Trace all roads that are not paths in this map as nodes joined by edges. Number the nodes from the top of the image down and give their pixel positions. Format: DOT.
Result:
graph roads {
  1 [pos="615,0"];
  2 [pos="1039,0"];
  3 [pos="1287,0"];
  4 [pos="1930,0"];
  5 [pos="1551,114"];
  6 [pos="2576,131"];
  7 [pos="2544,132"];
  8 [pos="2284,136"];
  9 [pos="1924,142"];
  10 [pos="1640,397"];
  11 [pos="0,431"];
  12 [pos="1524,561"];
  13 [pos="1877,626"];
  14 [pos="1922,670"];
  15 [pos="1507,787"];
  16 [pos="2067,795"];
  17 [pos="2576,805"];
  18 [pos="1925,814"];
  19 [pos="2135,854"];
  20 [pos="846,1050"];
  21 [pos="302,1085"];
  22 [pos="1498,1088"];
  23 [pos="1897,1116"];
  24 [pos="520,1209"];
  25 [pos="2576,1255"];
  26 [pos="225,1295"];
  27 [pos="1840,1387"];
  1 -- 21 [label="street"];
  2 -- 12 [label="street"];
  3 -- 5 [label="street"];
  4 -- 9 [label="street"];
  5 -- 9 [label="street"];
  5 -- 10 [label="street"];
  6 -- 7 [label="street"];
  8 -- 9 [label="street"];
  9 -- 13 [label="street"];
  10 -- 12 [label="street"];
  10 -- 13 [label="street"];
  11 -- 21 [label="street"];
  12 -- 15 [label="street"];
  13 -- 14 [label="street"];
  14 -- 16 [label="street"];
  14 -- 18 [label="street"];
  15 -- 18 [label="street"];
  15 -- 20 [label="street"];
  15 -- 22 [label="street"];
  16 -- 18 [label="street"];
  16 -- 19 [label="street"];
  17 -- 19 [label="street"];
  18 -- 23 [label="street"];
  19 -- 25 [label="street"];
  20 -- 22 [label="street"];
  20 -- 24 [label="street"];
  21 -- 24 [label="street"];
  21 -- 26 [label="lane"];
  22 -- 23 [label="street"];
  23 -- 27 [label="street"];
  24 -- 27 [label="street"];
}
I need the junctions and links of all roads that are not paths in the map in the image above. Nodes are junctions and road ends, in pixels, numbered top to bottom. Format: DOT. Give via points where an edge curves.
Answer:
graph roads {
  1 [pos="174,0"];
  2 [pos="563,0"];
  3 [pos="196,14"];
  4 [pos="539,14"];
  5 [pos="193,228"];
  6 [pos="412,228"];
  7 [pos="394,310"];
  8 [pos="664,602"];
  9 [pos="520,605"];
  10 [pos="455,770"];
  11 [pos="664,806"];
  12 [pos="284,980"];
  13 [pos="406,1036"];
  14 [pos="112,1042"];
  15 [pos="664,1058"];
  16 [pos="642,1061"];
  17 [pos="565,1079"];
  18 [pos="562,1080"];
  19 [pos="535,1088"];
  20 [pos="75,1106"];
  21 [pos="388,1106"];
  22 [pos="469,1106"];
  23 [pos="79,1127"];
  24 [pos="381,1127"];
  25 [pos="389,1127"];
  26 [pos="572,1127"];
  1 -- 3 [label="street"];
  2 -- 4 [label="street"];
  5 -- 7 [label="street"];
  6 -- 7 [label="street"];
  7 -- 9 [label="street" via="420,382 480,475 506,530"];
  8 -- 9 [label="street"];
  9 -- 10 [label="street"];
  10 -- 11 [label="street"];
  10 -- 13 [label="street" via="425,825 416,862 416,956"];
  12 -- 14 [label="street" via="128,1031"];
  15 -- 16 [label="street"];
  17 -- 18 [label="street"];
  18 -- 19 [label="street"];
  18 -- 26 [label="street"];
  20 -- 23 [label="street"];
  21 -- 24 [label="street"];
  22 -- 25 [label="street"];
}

....

Exercise objective =
Every line above that includes the word "Format" must appear in the answer.

Task response =
Trace all roads that are not paths in this map as nodes joined by edges. Number the nodes from the top of the image down and give their pixel positions. Format: DOT.
I need the junctions and links of all roads that are not paths in the map in the image above. Nodes are junctions and road ends, in pixels, numbered top to bottom. Format: DOT. Give via points where an edge curves.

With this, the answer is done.